(Extracted data entries)

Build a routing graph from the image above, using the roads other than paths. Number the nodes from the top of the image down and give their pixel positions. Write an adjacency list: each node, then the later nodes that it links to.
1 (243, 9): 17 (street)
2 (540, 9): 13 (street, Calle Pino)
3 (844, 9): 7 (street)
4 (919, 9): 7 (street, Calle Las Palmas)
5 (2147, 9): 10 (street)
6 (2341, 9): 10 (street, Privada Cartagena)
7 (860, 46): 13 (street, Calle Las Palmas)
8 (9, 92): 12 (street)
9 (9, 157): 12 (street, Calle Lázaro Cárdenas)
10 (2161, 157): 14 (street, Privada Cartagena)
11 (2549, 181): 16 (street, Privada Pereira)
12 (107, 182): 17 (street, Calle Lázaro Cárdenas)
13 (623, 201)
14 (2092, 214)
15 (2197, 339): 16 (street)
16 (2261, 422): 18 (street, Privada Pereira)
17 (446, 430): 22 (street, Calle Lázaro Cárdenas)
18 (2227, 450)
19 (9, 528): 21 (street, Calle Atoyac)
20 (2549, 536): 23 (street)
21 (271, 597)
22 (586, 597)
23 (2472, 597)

## Exercise instructions:
Reproduce the records above in full, without altering a single character.

## Response to this exercise:
Build a routing graph from the image above, using the roads other than paths. Number the nodes from the top of the image down and give their pixel positions. Write an adjacency list: each node, then the later nodes that it links to.
1 (243, 9): 17 (street)
2 (540, 9): 13 (street, Calle Pino)
3 (844, 9): 7 (street)
4 (919, 9): 7 (street, Calle Las Palmas)
5 (2147, 9): 10 (street)
6 (2341, 9): 10 (street, Privada Cartagena)
7 (860, 46): 13 (street, Calle Las Palmas)
8 (9, 92): 12 (street)
9 (9, 157): 12 (street, Calle Lázaro Cárdenas)
10 (2161, 157): 14 (street, Privada Cartagena)
11 (2549, 181): 16 (street, Privada Pereira)
12 (107, 182): 17 (street, Calle Lázaro Cárdenas)
13 (623, 201)
14 (2092, 214)
15 (2197, 339): 16 (street)
16 (2261, 422): 18 (street, Privada Pereira)
17 (446, 430): 22 (street, Calle Lázaro Cárdenas)
18 (2227, 450)
19 (9, 528): 21 (street, Calle Atoyac)
20 (2549, 536): 23 (street)
21 (271, 597)
22 (586, 597)
23 (2472, 597)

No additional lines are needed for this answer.